The answer that history has given since 2005 is hard to avoid: No, it cannot. The difference now is that this hard truth has become evident throughout the democratic West. The democracy project – the freedom project, if you will – is in serious trouble around the world, and the basic reasons for that are cultural.

The claims of some political scientists and sociologists notwithstanding, democracy is not a machine that can run by itself. No matter how well-designed the machinery, democracy will become brittle, and may ultimately crack and fail, if it is not sustained by a citizenry steeped in certain virtues: men and women committed to the dignity of the human person as the first principle of just governance and dedicated to the pursuit of the common good.

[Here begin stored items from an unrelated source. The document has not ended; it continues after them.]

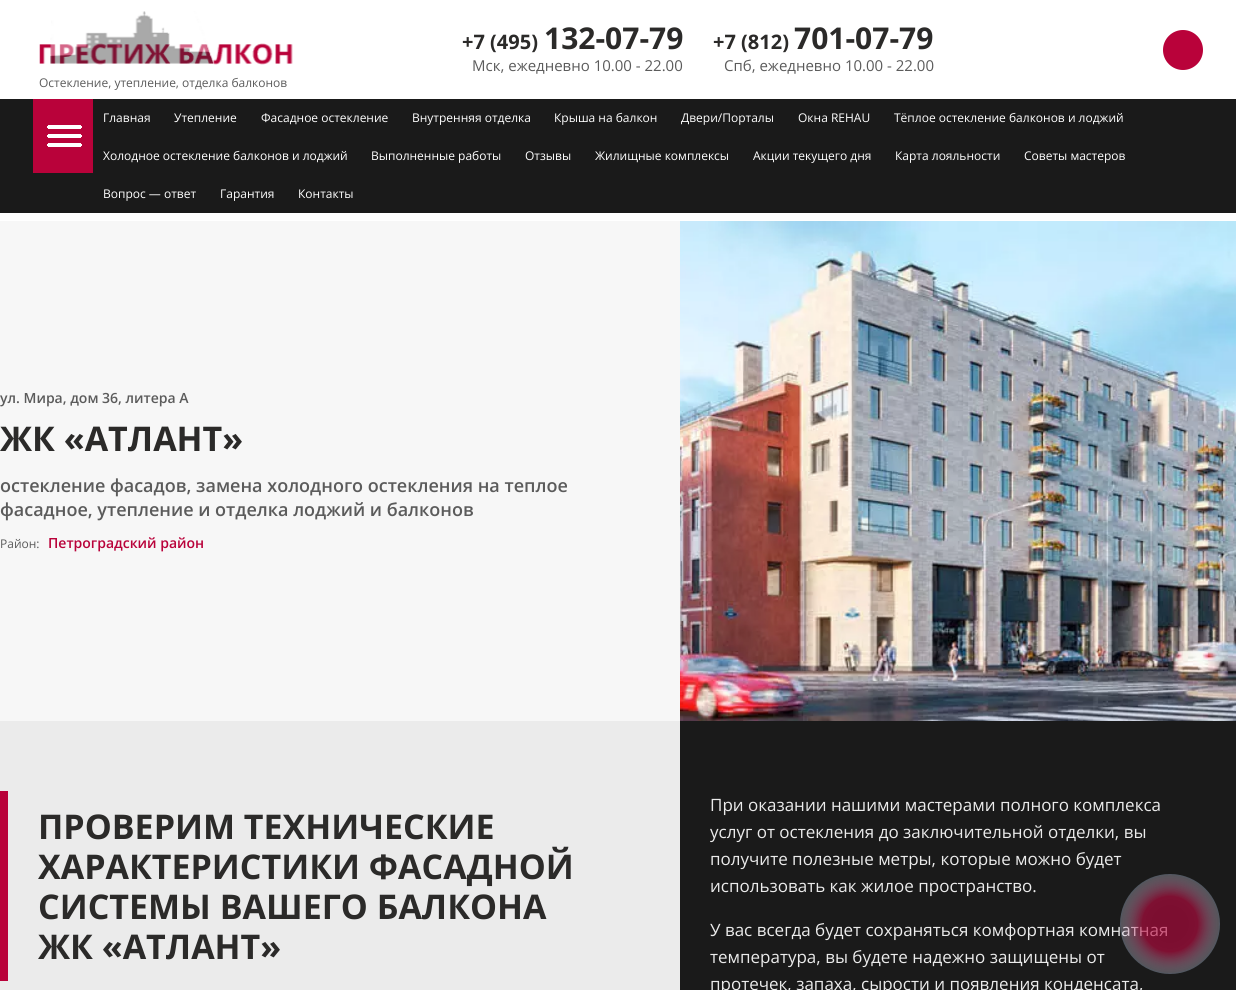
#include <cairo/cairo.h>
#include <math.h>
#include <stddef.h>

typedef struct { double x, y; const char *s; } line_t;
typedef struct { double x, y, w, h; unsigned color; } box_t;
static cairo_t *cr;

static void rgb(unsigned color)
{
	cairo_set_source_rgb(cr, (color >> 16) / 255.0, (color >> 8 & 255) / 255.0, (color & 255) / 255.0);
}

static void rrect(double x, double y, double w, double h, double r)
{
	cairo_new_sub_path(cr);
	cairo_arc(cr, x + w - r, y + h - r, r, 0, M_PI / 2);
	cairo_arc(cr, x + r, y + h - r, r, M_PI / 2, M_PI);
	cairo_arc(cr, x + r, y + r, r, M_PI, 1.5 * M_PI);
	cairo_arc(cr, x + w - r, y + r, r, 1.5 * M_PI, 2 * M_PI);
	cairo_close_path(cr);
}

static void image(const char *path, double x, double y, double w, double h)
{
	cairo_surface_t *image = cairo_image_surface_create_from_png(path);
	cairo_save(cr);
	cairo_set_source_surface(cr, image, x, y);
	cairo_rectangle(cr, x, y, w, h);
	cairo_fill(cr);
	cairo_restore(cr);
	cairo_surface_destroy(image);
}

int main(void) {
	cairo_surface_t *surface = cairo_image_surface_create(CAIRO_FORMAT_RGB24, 1236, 990);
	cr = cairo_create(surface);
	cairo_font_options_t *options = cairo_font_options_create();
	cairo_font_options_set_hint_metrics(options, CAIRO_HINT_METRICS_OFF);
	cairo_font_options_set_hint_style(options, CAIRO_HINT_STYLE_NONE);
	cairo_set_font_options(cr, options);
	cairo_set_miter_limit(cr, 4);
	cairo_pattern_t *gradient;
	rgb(0xffffff);
	cairo_paint(cr);
	rgb(0xb9023a);
	cairo_arc(cr, 1183, 50, 20, 0, 2 * M_PI);
	cairo_fill(cr);
	image("img/1.png", 39, 11, 254, 54);
	{
		static const box_t items[] = {
			{0, 99, 1236, 114, 0x1a1a1a},
			{33, 99, 60, 74, 0xb9023a},
			{48, 125, 33, 4, 0xffffff},
			{47, 126, 35, 2, 0xffffff},
			{48, 134, 33, 4, 0xffffff},
			{47, 135, 35, 2, 0xffffff},
			{48, 143, 33, 4, 0xffffff},
			{47, 144, 35, 2, 0xffffff},
			{0, 221, 680, 500, 0xf7f7f7},
		};
		for (size_t i = 0; i < sizeof items / sizeof *items; i++) {
			rgb(items[i].color);
			cairo_rectangle(cr, items[i].x, items[i].y, items[i].w, items[i].h);
			cairo_fill(cr);
		}
	}
	image("img/2.png", 680, 221, 556, 500);
	{
		static const box_t items[] = {
			{0, 721, 680, 269, 0xebebeb},
			{0, 791, 8, 190, 0xb9023a},
			{680, 721, 556, 269, 0x1a1a1a},
		};
		for (size_t i = 0; i < sizeof items / sizeof *items; i++) {
			rgb(items[i].color);
			cairo_rectangle(cr, items[i].x, items[i].y, items[i].w, items[i].h);
			cairo_fill(cr);
		}
	}
	cairo_save(cr);
	rrect(1120, 874, 100, 100, 50);
	cairo_clip(cr);
	gradient = cairo_pattern_create_radial(1170, 826, 0, 1170, 826, 69);
	cairo_pattern_add_color_stop_rgba(gradient, 0.25, 0.129, 0.129, 0.129, 1);
	cairo_pattern_add_color_stop_rgba(gradient, 0.75, 0.192, 0.192, 0.192, 1);
	cairo_set_source(cr, gradient);
	cairo_pattern_destroy(gradient);
	cairo_rectangle(cr, 1160, 874, 20, 1);
	cairo_fill(cr);
	gradient = cairo_pattern_create_radial(1170, 924, 0, 1170, 924, 69);
	cairo_pattern_add_color_stop_rgba(gradient, 0.25, 1, 1, 1, 0.03);
	cairo_pattern_add_color_stop_rgba(gradient, 0.75, 1, 1, 1, 0.1);
	cairo_set_source(cr, gradient);
	cairo_pattern_destroy(gradient);
	cairo_rectangle(cr, 1121, 875, 98, 98);
	cairo_fill(cr);
	gradient = cairo_pattern_create_radial(1268, 924, 0, 1268, 924, 69);
	cairo_pattern_add_color_stop_rgba(gradient, 0.25, 0.129, 0.129, 0.129, 1);
	cairo_pattern_add_color_stop_rgba(gradient, 0.75, 0.192, 0.192, 0.192, 1);
	cairo_set_source(cr, gradient);
	cairo_pattern_destroy(gradient);
	cairo_rectangle(cr, 1219, 914, 1, 20);
	cairo_fill(cr);
	gradient = cairo_pattern_create_radial(1170, 1022, 0, 1170, 1022, 69);
	cairo_pattern_add_color_stop_rgba(gradient, 0.25, 0.129, 0.129, 0.129, 1);
	cairo_pattern_add_color_stop_rgba(gradient, 0.75, 0.192, 0.192, 0.192, 1);
	cairo_set_source(cr, gradient);
	cairo_pattern_destroy(gradient);
	cairo_rectangle(cr, 1160, 973, 20, 1);
	cairo_fill(cr);
	cairo_restore(cr);
	cairo_select_font_face(cr, "Open Sans", CAIRO_FONT_SLANT_NORMAL, CAIRO_FONT_WEIGHT_BOLD);
	cairo_set_font_size(cr, 20);
	rgb(0x2b2a29);
	cairo_move_to(cr, 462, 49);
	cairo_show_text(cr, "+7 (495)");
	cairo_set_font_size(cr, 30);
	cairo_move_to(cr, 544, 49);
	cairo_show_text(cr, "132-07-79");
	cairo_select_font_face(cr, "Open Sans", CAIRO_FONT_SLANT_NORMAL, CAIRO_FONT_WEIGHT_NORMAL);
	cairo_set_font_size(cr, 15);
	rgb(0x5b5b5b);
	cairo_move_to(cr, 472, 71);
	cairo_show_text(cr, "Мск, ежедневно 10.00 - 22.00");
	cairo_select_font_face(cr, "Open Sans", CAIRO_FONT_SLANT_NORMAL, CAIRO_FONT_WEIGHT_BOLD);
	cairo_set_font_size(cr, 20);
	rgb(0x2b2a29);
	cairo_move_to(cr, 713, 49);
	cairo_show_text(cr, "+7 (812)");
	cairo_set_font_size(cr, 30);
	cairo_move_to(cr, 794, 49);
	cairo_show_text(cr, "701-07-79");
	cairo_select_font_face(cr, "Open Sans", CAIRO_FONT_SLANT_NORMAL, CAIRO_FONT_WEIGHT_NORMAL);
	cairo_set_font_size(cr, 15);
	rgb(0x5b5b5b);
	cairo_move_to(cr, 724, 71);
	cairo_show_text(cr, "Спб, ежедневно 10.00 - 22.00");
	cairo_set_font_size(cr, 12);
	cairo_move_to(cr, 39, 87);
	cairo_show_text(cr, "Остекление, утепление, отделка балконов");
	rgb(0xffffff);
	{
		static const line_t items[] = {
			{103, 122, "Главная"},
			{174, 122, "Утепление"},
			{261, 122, "Фасадное остекление"},
			{412, 122, "Внутренняя отделка"},
			{554, 122, "Крыша на балкон"},
			{681, 122, "Двери/Порталы"},
			{798, 122, "Окна REHAU"},
			{894, 122, "Тёплое остекление балконов и лоджий"},
			{103, 160, "Холодное остекление балконов и лоджий"},
			{371, 160, "Выполненные работы"},
			{525, 160, "Отзывы"},
			{595, 160, "Жилищные комплексы"},
			{753, 160, "Акции текущего дня"},
			{895, 160, "Карта лояльности"},
			{1024, 160, "Советы мастеров"},
			{103, 198, "Вопрос — ответ"},
			{220, 198, "Гарантия"},
			{298, 198, "Контакты"},
		};
		for (size_t i = 0; i < sizeof items / sizeof *items; i++) {
			cairo_move_to(cr, items[i].x, items[i].y);
			cairo_show_text(cr, items[i].s);
		}
	}
	cairo_select_font_face(cr, "Open Sans SemiBold", CAIRO_FONT_SLANT_NORMAL, CAIRO_FONT_WEIGHT_NORMAL);
	cairo_set_font_size(cr, 14);
	rgb(0x5b5b5b);
	cairo_move_to(cr, 0, 403);
	cairo_show_text(cr, "ул. Мира, дом 36, литера А");
	cairo_select_font_face(cr, "Open Sans", CAIRO_FONT_SLANT_NORMAL, CAIRO_FONT_WEIGHT_BOLD);
	cairo_set_font_size(cr, 34);
	rgb(0x2b2a29);
	cairo_move_to(cr, 0, 451);
	cairo_show_text(cr, "ЖК «АТЛАНТ»");
	cairo_select_font_face(cr, "Open Sans SemiBold", CAIRO_FONT_SLANT_NORMAL, CAIRO_FONT_WEIGHT_NORMAL);
	cairo_set_font_size(cr, 18);
	rgb(0x5b5b5b);
	cairo_move_to(cr, 0, 492);
	cairo_show_text(cr, "остекление фасадов, замена холодного остекления на теплое");
	cairo_move_to(cr, 0, 516);
	cairo_show_text(cr, "фасадное, утепление и отделка лоджий и балконов");
	cairo_select_font_face(cr, "Open Sans", CAIRO_FONT_SLANT_NORMAL, CAIRO_FONT_WEIGHT_NORMAL);
	cairo_set_font_size(cr, 12);
	cairo_move_to(cr, 0, 548);
	cairo_show_text(cr, "Район:");
	cairo_select_font_face(cr, "Open Sans SemiBold", CAIRO_FONT_SLANT_NORMAL, CAIRO_FONT_WEIGHT_NORMAL);
	cairo_set_font_size(cr, 14);
	rgb(0xb9023a);
	cairo_move_to(cr, 48, 548);
	cairo_show_text(cr, "Петроградский район");
	cairo_select_font_face(cr, "Open Sans", CAIRO_FONT_SLANT_NORMAL, CAIRO_FONT_WEIGHT_BOLD);
	cairo_set_font_size(cr, 34);
	rgb(0x2b2a29);
	{
		static const line_t items[] = {
			{38, 839, "ПРОВЕРИМ ТЕХНИЧЕСКИЕ"},
			{38, 879, "ХАРАКТЕРИСТИКИ ФАСАДНОЙ"},
			{38, 919, "СИСТЕМЫ ВАШЕГО БАЛКОНА"},
			{38, 959, "ЖК «АТЛАНТ»"},
		};
		for (size_t i = 0; i < sizeof items / sizeof *items; i++) {
			cairo_move_to(cr, items[i].x, items[i].y);
			cairo_show_text(cr, items[i].s);
		}
	}
	cairo_select_font_face(cr, "Open Sans", CAIRO_FONT_SLANT_NORMAL, CAIRO_FONT_WEIGHT_NORMAL);
	cairo_set_font_size(cr, 17);
	rgb(0xebebeb);
	{
		static const line_t items[] = {
			{710, 811, "При оказании нашими мастерами полного комплекса"},
			{710, 838, "услуг от остекления до заключительной отделки, вы"},
			{710, 865, "получите полезные метры, которые можно будет"},
			{710, 892, "использовать как жилое пространство."},
			{710, 936, "У вас всегда будет сохраняться комфортная комнатная"},
			{710, 963, "температура, вы будете надежно защищены от"},
			{710, 990, "протечек, запаха, сырости и появления конденсата,"},
		};
		for (size_t i = 0; i < sizeof items / sizeof *items; i++) {
			cairo_move_to(cr, items[i].x, items[i].y);
			cairo_show_text(cr, items[i].s);
		}
	}
	cairo_save(cr);
	rrect(1120, 874, 100, 100, 50);
	cairo_clip(cr);
	gradient = cairo_pattern_create_radial(1072, 924, 0, 1072, 924, 69);
	cairo_pattern_add_color_stop_rgba(gradient, 0.25, 0.129, 0.129, 0.129, 1);
	cairo_pattern_add_color_stop_rgba(gradient, 0.75, 0.192, 0.192, 0.192, 1);
	cairo_set_source(cr, gradient);
	cairo_pattern_destroy(gradient);
	cairo_rectangle(cr, 1120, 914, 1, 20);
	cairo_fill(cr);
	cairo_restore(cr);
	cairo_arc(cr, 1170, 924, 49.5, 0, 2 * M_PI);
	cairo_set_source_rgba(cr, 0.035, 0.341, 0.533, 0.1);
	cairo_set_line_width(cr, 1);
	cairo_stroke(cr);
	cairo_save(cr);
	rrect(1120, 874, 100, 100, 50);
	cairo_clip(cr);
	gradient = cairo_pattern_create_radial(1170, 826, 0, 1170, 826, 69);
	cairo_pattern_add_color_stop_rgba(gradient, 0.4, 0.725, 0.008, 0.227, 0.6);
	cairo_pattern_add_color_stop_rgba(gradient, 0.75, 0.808, 0.871, 0.957, 0.2);
	cairo_set_source(cr, gradient);
	cairo_pattern_destroy(gradient);
	cairo_rectangle(cr, 1161, 874, 18, 1);
	cairo_fill(cr);
	gradient = cairo_pattern_create_radial(1072, 924, 0, 1072, 924, 69);
	cairo_pattern_add_color_stop_rgba(gradient, 0.4, 0.725, 0.008, 0.227, 0.6);
	cairo_pattern_add_color_stop_rgba(gradient, 0.75, 0.808, 0.871, 0.957, 0.2);
	cairo_set_source(cr, gradient);
	cairo_pattern_destroy(gradient);
	cairo_rectangle(cr, 1120, 915, 1, 18);
	cairo_fill(cr);
	gradient = cairo_pattern_create_radial(1170, 924, 0, 1170, 924, 69);
	cairo_pattern_add_color_stop_rgba(gradient, 0.4, 0.725, 0.008, 0.227, 0.6);
	cairo_pattern_add_color_stop_rgba(gradient, 0.75, 0.808, 0.871, 0.957, 0.2);
	cairo_set_source(cr, gradient);
	cairo_pattern_destroy(gradient);
	cairo_rectangle(cr, 1121, 875, 98, 98);
	cairo_fill(cr);
	gradient = cairo_pattern_create_radial(1268, 924, 0, 1268, 924, 69);
	cairo_pattern_add_color_stop_rgba(gradient, 0.4, 0.725, 0.008, 0.227, 0.6);
	cairo_pattern_add_color_stop_rgba(gradient, 0.75, 0.808, 0.871, 0.957, 0.2);
	cairo_set_source(cr, gradient);
	cairo_pattern_destroy(gradient);
	cairo_rectangle(cr, 1219, 915, 1, 18);
	cairo_fill(cr);
	gradient = cairo_pattern_create_radial(1170, 1022, 0, 1170, 1022, 69);
	cairo_pattern_add_color_stop_rgba(gradient, 0.4, 0.725, 0.008, 0.227, 0.6);
	cairo_pattern_add_color_stop_rgba(gradient, 0.75, 0.808, 0.871, 0.957, 0.2);
	cairo_set_source(cr, gradient);
	cairo_pattern_destroy(gradient);
	cairo_rectangle(cr, 1161, 973, 18, 1);
	cairo_fill(cr);
	cairo_restore(cr);
	cairo_surface_write_to_png(surface, "page.png");
	cairo_font_options_destroy(options);
	cairo_destroy(cr);
	cairo_surface_destroy(surface);
	return 0;
}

This hard truth is denied by the post-modern high culture of the West; indeed, the truth that there are truths about the human person and human community essential to democracy is regarded by many post-modern thinkers as an undemocratic sentiment, behind which lurks a creeping authoritarianism. Yet the opposite is true across the West: it is the radical moral relativists for whom there is no “truth,” but only expressions of personal preference and will, who are busily enforcing their judgments on society in the name of “tolerance”. You may find them wherever the western democratic project is understood primarily as a machine for the satisfaction of individual willfulness – wherever the imperial autonomous Self is understood to be the idea of the human person that best suits the democratic project.